I was looking through my photos on my phone this week. It brought smiles and laughs. It’s been a pretty fantastic life from that point of view. But every single one of those amazing experiences always felt so empty afterwards. It could never be enough. Perhaps I expect too much.

It’s true that the only thing that remotely made me content and happy was genuine love. I couldn’t love someone more than I loved my ex. There is no human being on this planet that I would have chosen over her, Irena, at the time. Even if I could combine the most ideal woman – combine the most gorgeous girl with a flawless body, the most interesting and exciting personality that everyone loved, with the perfect character that I could put my life into her hands – even if this perfect woman existed, I would’ve chosen my Irena instead. She was perfect for me. We never fought. Our lovelife was great. Our life was great. We just clicked and fit together seamlessly. But even this wasn’t enough for me.

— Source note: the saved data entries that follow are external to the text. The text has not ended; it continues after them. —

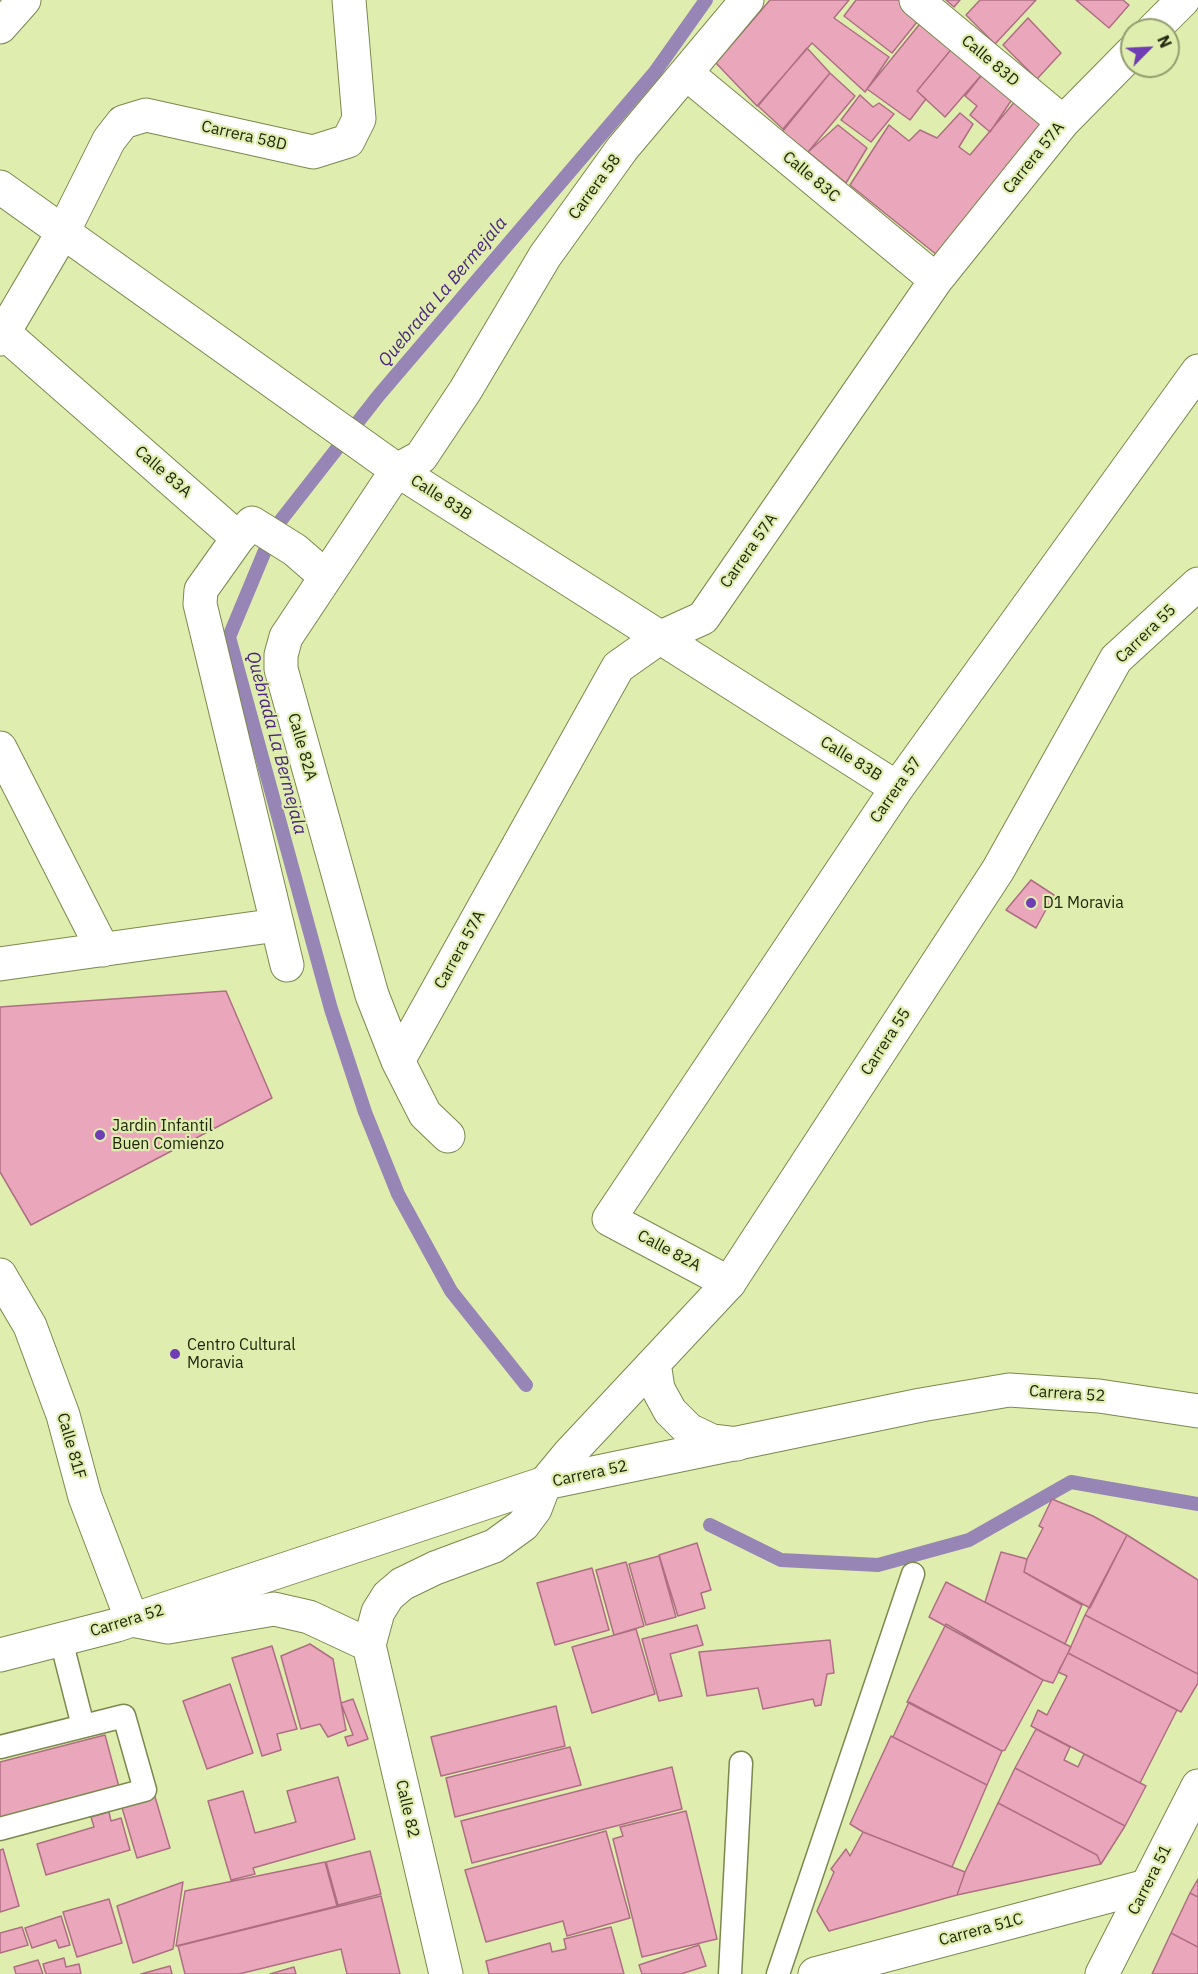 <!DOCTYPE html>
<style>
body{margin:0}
#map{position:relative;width:1198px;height:1974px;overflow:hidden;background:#dfeeaf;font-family:"IBM Plex Sans",sans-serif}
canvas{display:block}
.north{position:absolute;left:1120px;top:18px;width:60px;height:60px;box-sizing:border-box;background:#dfeeaf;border:2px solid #939e6f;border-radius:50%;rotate:66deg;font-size:16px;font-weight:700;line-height:24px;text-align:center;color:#21260e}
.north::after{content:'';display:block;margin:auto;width:21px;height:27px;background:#6f3db4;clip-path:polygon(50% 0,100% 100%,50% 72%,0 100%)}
</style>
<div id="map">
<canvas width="1198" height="1974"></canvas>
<div class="north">N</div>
</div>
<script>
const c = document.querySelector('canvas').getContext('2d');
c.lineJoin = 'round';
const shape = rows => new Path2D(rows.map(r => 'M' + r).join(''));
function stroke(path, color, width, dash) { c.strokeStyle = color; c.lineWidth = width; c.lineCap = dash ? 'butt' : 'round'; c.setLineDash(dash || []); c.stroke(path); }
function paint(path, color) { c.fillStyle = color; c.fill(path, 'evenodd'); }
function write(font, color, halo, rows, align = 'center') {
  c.font = font + ' "IBM Plex Sans",sans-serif'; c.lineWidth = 4.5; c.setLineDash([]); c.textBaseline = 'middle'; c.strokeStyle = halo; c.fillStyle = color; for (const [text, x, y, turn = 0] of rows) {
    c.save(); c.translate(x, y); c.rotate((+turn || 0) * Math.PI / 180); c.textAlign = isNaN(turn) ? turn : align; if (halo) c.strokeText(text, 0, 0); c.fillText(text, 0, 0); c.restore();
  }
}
stroke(shape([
 [526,1385,451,1291,398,1194,365,1112,331,1009,229,637,274,529,379,395,655,72,706,0],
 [710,1525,781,1560,878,1565,969,1540,1071,1482,1198,1504]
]), '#9785b6', 14);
const building = shape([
 [770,0,849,0,834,18,889,57,865,92,812,43,757,106,716,63,770,0],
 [856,0,900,0,921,17,892,53,844,16,856,0],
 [946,0,960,0,954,7,946,0],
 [980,0,1036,0,995,44,966,15,980,0],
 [1076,0,1123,0,1129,5,1109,28,1076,0],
 [1028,18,1061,53,1037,79,1003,45,1028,18],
 [923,20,954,46,917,91,926,99,910,120,867,89,923,20],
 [954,46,984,72,945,117,917,91,954,46],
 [807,48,830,73,783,129,758,106,807,48],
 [984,72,1015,95,990,132,970,115,977,106,965,96,984,72],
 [830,73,855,96,808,152,782,132,830,73],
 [860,95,873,107,879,103,894,114,871,142,841,120,860,95],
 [1017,99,1046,125,942,259,850,185,889,125,909,141,920,130,937,138,960,113,973,124,959,147,970,155,1017,99],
 [838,125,867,148,846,183,808,152,838,125],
 [1031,880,1054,895,1036,928,1006,910,1031,880],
 [226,991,272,1098,31,1225,0,1172,0,1007,226,991],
 [1052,1499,1093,1516,1127,1535,1090,1608,1024,1572,1027,1559,1043,1528,1039,1526,1052,1499],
 [1127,1535,1198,1580,1198,1674,1085,1615,1127,1535],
 [697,1543,711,1590,701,1593,705,1608,678,1616,659,1555,697,1543],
 [1001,1552,1027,1559,1024,1572,1082,1605,1065,1644,985,1602,1001,1552],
 [659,1556,676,1617,646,1625,629,1564,659,1556],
 [626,1562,644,1626,614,1635,596,1570,626,1562],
 [592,1568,609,1630,555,1645,537,1583,592,1568],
 [946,1582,1071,1647,1053,1683,1043,1680,929,1617,946,1582],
 [1085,1615,1198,1674,1198,1683,1181,1712,1068,1653,1085,1615],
 [946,1624,1043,1680,1005,1750,1002,1751,907,1702,946,1624],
 [697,1625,703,1645,670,1654,682,1696,659,1701,642,1639,697,1625],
 [636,1629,655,1694,592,1713,572,1647,636,1629],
 [830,1640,834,1673,827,1674,821,1705,815,1706,813,1699,763,1709,758,1688,707,1696,699,1652,830,1640],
 [310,1644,333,1659,346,1730,328,1737,320,1724,301,1729,281,1656,310,1644],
 [272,1646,297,1729,277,1734,281,1750,262,1756,232,1658,272,1646],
 [1068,1653,1177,1710,1140,1783,1031,1726,1038,1710,1047,1715,1067,1676,1058,1672,1068,1653],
 [230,1684,253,1753,207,1769,183,1701,230,1684],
 [353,1699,368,1739,348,1746,345,1737,353,1735,341,1703,353,1699],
 [909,1702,1002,1751,987,1785,893,1737,909,1702],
 [556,1706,565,1746,441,1776,431,1737,556,1706],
 [1036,1729,1070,1747,1064,1760,1078,1767,1084,1754,1146,1786,1125,1826,1015,1768,1036,1729],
 [105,1735,119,1787,0,1819,0,1762,105,1735],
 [891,1736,987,1785,952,1867,863,1832,850,1824,891,1736],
 [570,1747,581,1785,455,1817,446,1778,570,1747],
 [672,1767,682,1809,472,1863,461,1821,672,1767],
 [1015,1768,1125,1826,1101,1864,1097,1855,998,1803,1015,1768],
 [338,1777,355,1839,253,1868,255,1874,231,1880,208,1801,243,1791,255,1833,296,1822,287,1791,338,1777],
 [153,1790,170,1848,137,1858,120,1801,153,1790],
 [998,1803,1097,1855,1101,1864,957,1895,965,1872,998,1803],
 [686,1811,717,1939,642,1957,613,1839,623,1836,620,1827,686,1811],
 [109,1812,111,1821,121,1818,130,1850,46,1875,37,1844,94,1827,91,1817,109,1812],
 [606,1831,630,1918,567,1936,563,1921,486,1942,465,1870,606,1831],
 [863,1832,965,1872,957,1895,829,1931,817,1911,834,1872,831,1869,846,1849,850,1856,863,1832],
 [3,1849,19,1906,0,1912,0,1850,3,1849],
 [370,1851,381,1894,338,1905,326,1862,370,1851],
 [325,1862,337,1906,176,1946,185,1891,325,1862],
 [1198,1879,1198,1897,1190,1893,1198,1879],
 [183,1882,173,1949,133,1963,117,1906,183,1882],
 [1190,1893,1198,1897,1198,1947,1171,1933,1190,1893],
 [381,1896,400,1974,347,1974,341,1949,239,1974,185,1974,178,1946,381,1896],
 [109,1899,122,1943,77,1957,63,1912,109,1899],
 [61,1916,70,1945,59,1948,56,1940,32,1948,25,1928,61,1916],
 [22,1927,28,1945,0,1953,0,1933,22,1927],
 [611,1927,624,1974,489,1974,486,1961,550,1943,552,1952,566,1949,564,1939,611,1927],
 [1171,1933,1198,1947,1198,1974,1152,1974,1171,1933],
 [699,1945,706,1966,681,1974,642,1974,639,1965,699,1945],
 [64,1958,66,1967,79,1964,81,1974,46,1974,43,1964,64,1958],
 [38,1960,43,1974,16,1974,14,1967,38,1960],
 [170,1966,172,1974,141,1974,170,1966],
 [294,1967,296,1974,270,1974,294,1967]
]);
paint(building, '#eaa7bc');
stroke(building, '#ae6f83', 1.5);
const service = shape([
 [61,1640,83,1726],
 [0,1747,124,1716,145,1790,0,1829],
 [730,1974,741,1763],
 [778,1974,913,1574]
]);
const pedestrian = shape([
 [4,333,238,538],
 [287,965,200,604,201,590,238,538,252,523,295,550,325,576]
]);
const minor = shape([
 [916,0,1063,122],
 [0,27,24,0],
 [1153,30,1183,0],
 [686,73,936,280],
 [0,187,397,470,897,788],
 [0,339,63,232,109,140,123,122,146,115,313,152,348,141,359,119,349,0],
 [0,748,103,950],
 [0,964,277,925],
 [398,1061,618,667,659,638,703,618,936,280,1063,122,1132,52],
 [448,1136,425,1114,398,1061,372,995,281,669,281,655,286,637,397,470,421,457,465,391,545,256,622,149,747,0],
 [0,1275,30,1326,63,1415,85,1497,132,1620],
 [729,1283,609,1219,897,788,1198,371],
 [815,1974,1147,1886]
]);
const tertiary = shape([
 [132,1620,168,1627,274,1609,309,1617,369,1645],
 [446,1974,369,1645,378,1612,388,1596,402,1584,435,1568,494,1546,523,1525,535,1509,545,1483,921,1405,1009,1390,1099,1396,1198,1411],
 [1102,1974,1198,1786]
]);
const secondary = shape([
 [654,1363,658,1389,670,1411,689,1430,712,1441,737,1444],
 [0,1655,117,1625,545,1483,569,1454,729,1283,998,870,1116,659,1198,584]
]);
stroke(service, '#7b884e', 25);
stroke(pedestrian, '#7b884e', 35);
stroke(minor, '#7b884e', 35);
stroke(tertiary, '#7b884e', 35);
stroke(secondary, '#7b884e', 35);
stroke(service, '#fff', 22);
stroke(pedestrian, '#fff', 33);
stroke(minor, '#fff', 33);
stroke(tertiary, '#fff', 33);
stroke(secondary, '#fff', 33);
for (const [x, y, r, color] of [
 [1031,903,6,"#6f3db4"],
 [100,1135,6,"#6f3db4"],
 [175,1354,6,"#6f3db4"]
]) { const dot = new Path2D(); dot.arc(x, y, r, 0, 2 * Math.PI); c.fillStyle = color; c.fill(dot); stroke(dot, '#dfeeaf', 2); }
write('16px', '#21260e', '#dfeeaf', [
 ["Calle 83D",990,61,40],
 ["Carrera 58D",244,136,13],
 ["Carrera 57A",1034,158,-51],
 ["Calle 83C",811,177,40],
 ["Carrera 58",595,187,-54],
 ["Calle 83A",163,472,41],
 ["Calle 83B",441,498,33],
 ["Carrera 57A",749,551,-55],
 ["Carrera 55",1146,634,-44],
 ["Calle 82A",302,747,74],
 ["Calle 83B",851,759,32],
 ["Carrera 57",896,790,-55],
 ["Carrera 57A",460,950,-61],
 ["Carrera 55",886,1042,-57],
 ["Calle 82A",669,1251,28],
 ["Carrera 52",1067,1394,4],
 ["Calle 81F",71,1446,74],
 ["Carrera 52",590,1474,-12],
 ["Carrera 52",127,1621,-17],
 ["Calle 82",407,1809,77],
 ["Carrera 51",1150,1880,-63],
 ["Carrera 51C",981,1930,-15]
]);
write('16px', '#21260e', '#dfeeaf', [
 ["D1 Moravia",1043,903],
 ["Jardin Infantil",112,1126],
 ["Buen Comienzo",112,1144],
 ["Centro Cultural",187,1345],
 ["Moravia",187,1363]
], 'left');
write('italic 18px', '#4d2680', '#dfeeaf', [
 ["Quebrada La Bermejala",443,292,-50],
 ["Quebrada La Bermejala",276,743,75]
]);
</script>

Having this knowledge is an impossible thing to get over. Knowing I am permanently, irreparably damaged, broken, flawed, is crippling. Knowing further that even the most radical of attempts to cure this severe character flaw failed or is failing…there is nothing else that I can do. No fix. Nothing can change the outcome. I am unchangeable.

Maybe some of us were never meant to – allowed to – be happy in this life.

Maybe persistent happiness isn’t something for this life; maybe only in the afterlife.

Maybe we should stop being such pussies and crying about how unhappy we are in life, how nothing is ever enough, and be happy with the little we have. Oh yeah…I tried this already too.